Recently I posted a picture on our store's Facebook page which ended up reaching nearly ten times the normal amount of readers. The reason for its popularity? It noted the birthday of Ludwig Bemelmans, the creator of the children's book character "Madeline." The responses to this post clearly showed that the simple mention of Madeline, as well as the picture of the first book's cover, were enough to spark a kind of joyful, giddy flame of memory in lifelong readers everywhere. Just as the scent of food or flowers can transport us back to childhood experiences, so too can a well-loved childhood book remind us of a happier time and place.
For many, the books of our youth are the classics: "Little Women," "Treasure Island," "Tom Sawyer," "The Secret Garden." For me, growing up in the 70s, the first books I remember were more recent "classics": Hardy Boys, "Charlotte's Web," "A Wrinkle in Time." But the one which engaged me more than any other was a lesser-known E.B. White novel, "The Trumpet of the Swan." Like White's other novels for children, this one focuses on the relationship between people and very human-like animals, in this case between a boy named Sam and a young trumpeter swan named Louis. The young swan (or cygnet) was born without the ability to trumpet, so with the help of Sam, he goes to school and learns to read and write. For awhile he wears a small chalkboard on a string around his neck, writing his messages for all to read. When that fails (no other swans can read), his father steals an actual trumpet, allowing Louis to communicate through music. It's a unique, touching story, and it's easy to see how a shy, quiet boy like myself would identify with Louis' struggle to find his voice and be heard in the world. And now, whenever I see the classic cover of the book, a feeling of comfort and calm comes over me, as though I'm meeting a childhood friend again.

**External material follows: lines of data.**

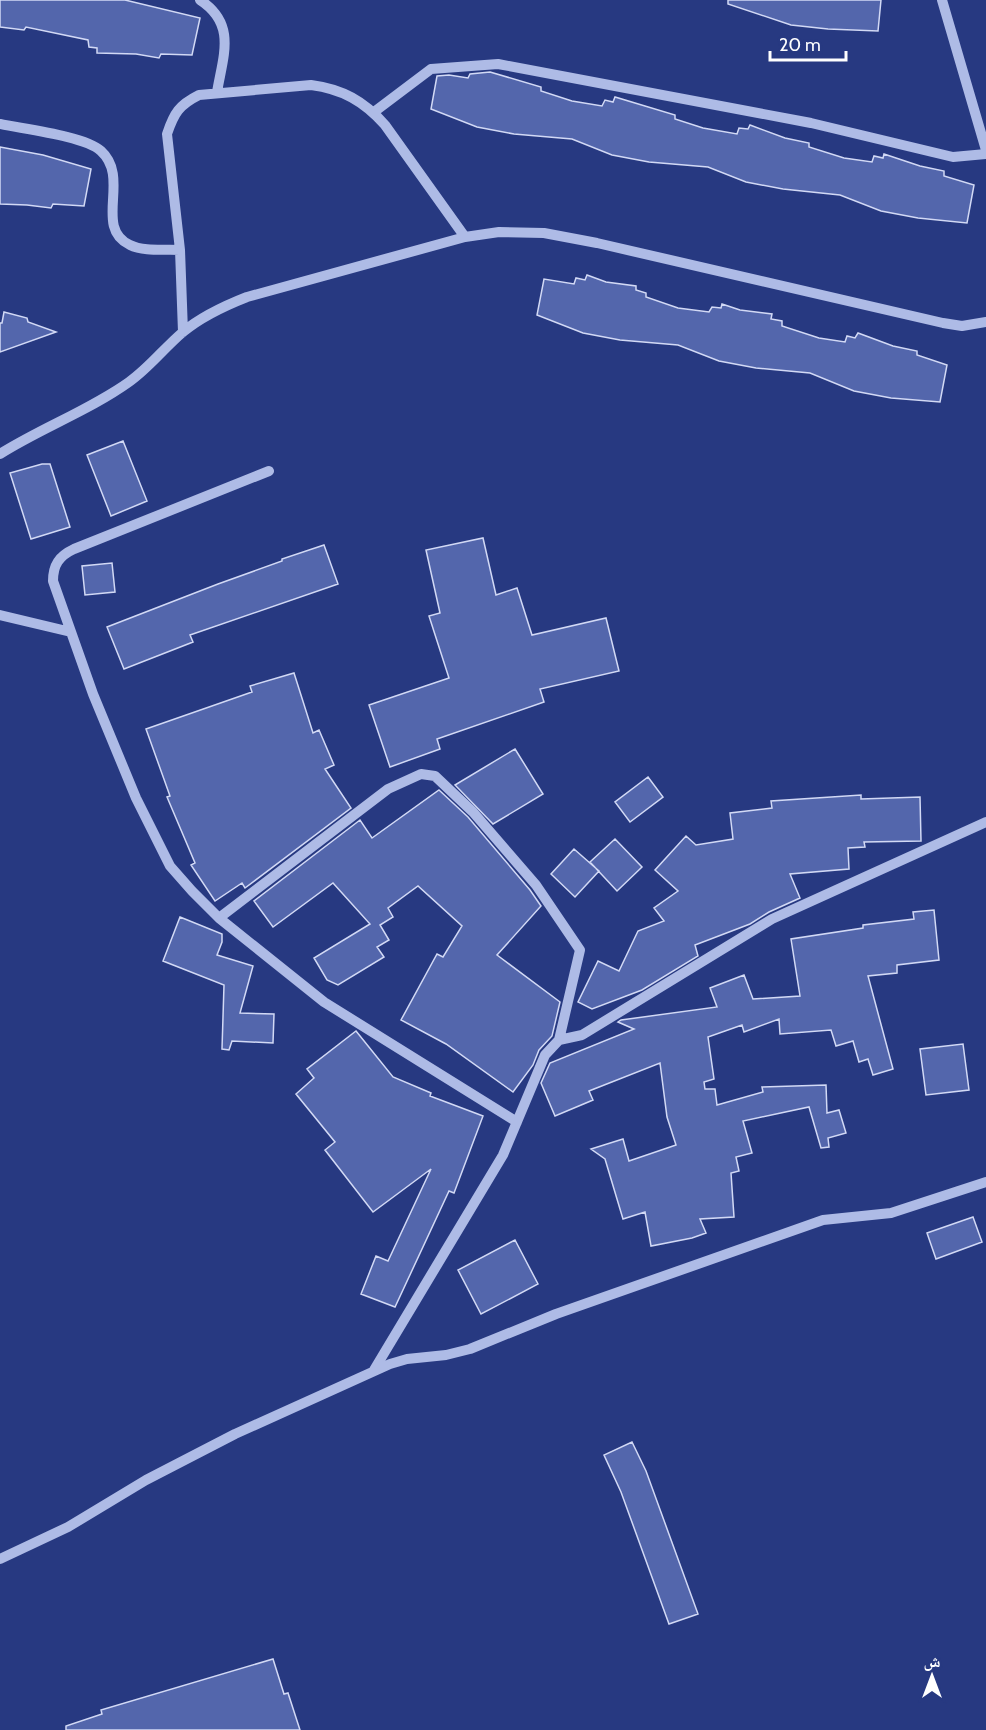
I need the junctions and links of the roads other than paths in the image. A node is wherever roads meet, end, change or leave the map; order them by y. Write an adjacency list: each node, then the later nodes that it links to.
1 (200, 0): 3 (street)
2 (942, 0): 6 (street)
3 (217, 92): 4 (street); 8 (street)
4 (374, 112): 6 (street); 7 (street)
5 (0, 124): 8 (street)
6 (986, 152)
7 (465, 237): 9 (street); 10 (street)
8 (180, 250): 10 (street)
9 (986, 322)
10 (183, 332): 11 (street)
11 (0, 454)
12 (268, 471): 14 (street)
13 (0, 615): 14 (street)
14 (71, 633): 16 (street)
15 (986, 822): 17 (street)
16 (219, 918): 17 (street); 18 (street)
17 (560, 1040): 18 (street)
18 (518, 1122): 20 (street)
19 (986, 1182): 20 (street)
20 (373, 1370): 21 (street)
21 (0, 1559)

Of course, I'm fortunate enough to work in a bookstore where all these books pass through my life on a daily basis. Among the stacks flowing in and out of the shop, a familiar cover will pleasantly surprise me and the memories will flood back into my present consciousness. What is troubling, though, is the fact that I'm seeing these childhood treasures less frequently. Many of these titles are half a century old, and not all books can survive the wear and tear of the natural aging process. So there may come a time when coming across that original copy of "Madeline" or "The Trumpet of the Swan" is a rare or even impossible hope. Those childhood friends may be collecting dust and mold in boxes somewhere, but they still have value, and they still conjure for us those moments of our past which would otherwise be lost in time. So as we move forward through the next fifty or hundred years of advancing technology, perhaps we should make a little extra effort to find and preserve not only the "great classics" and the First Editions," but also the smaller, personal literary treasures which soothed our souls on quiet, rainy days many decades ago.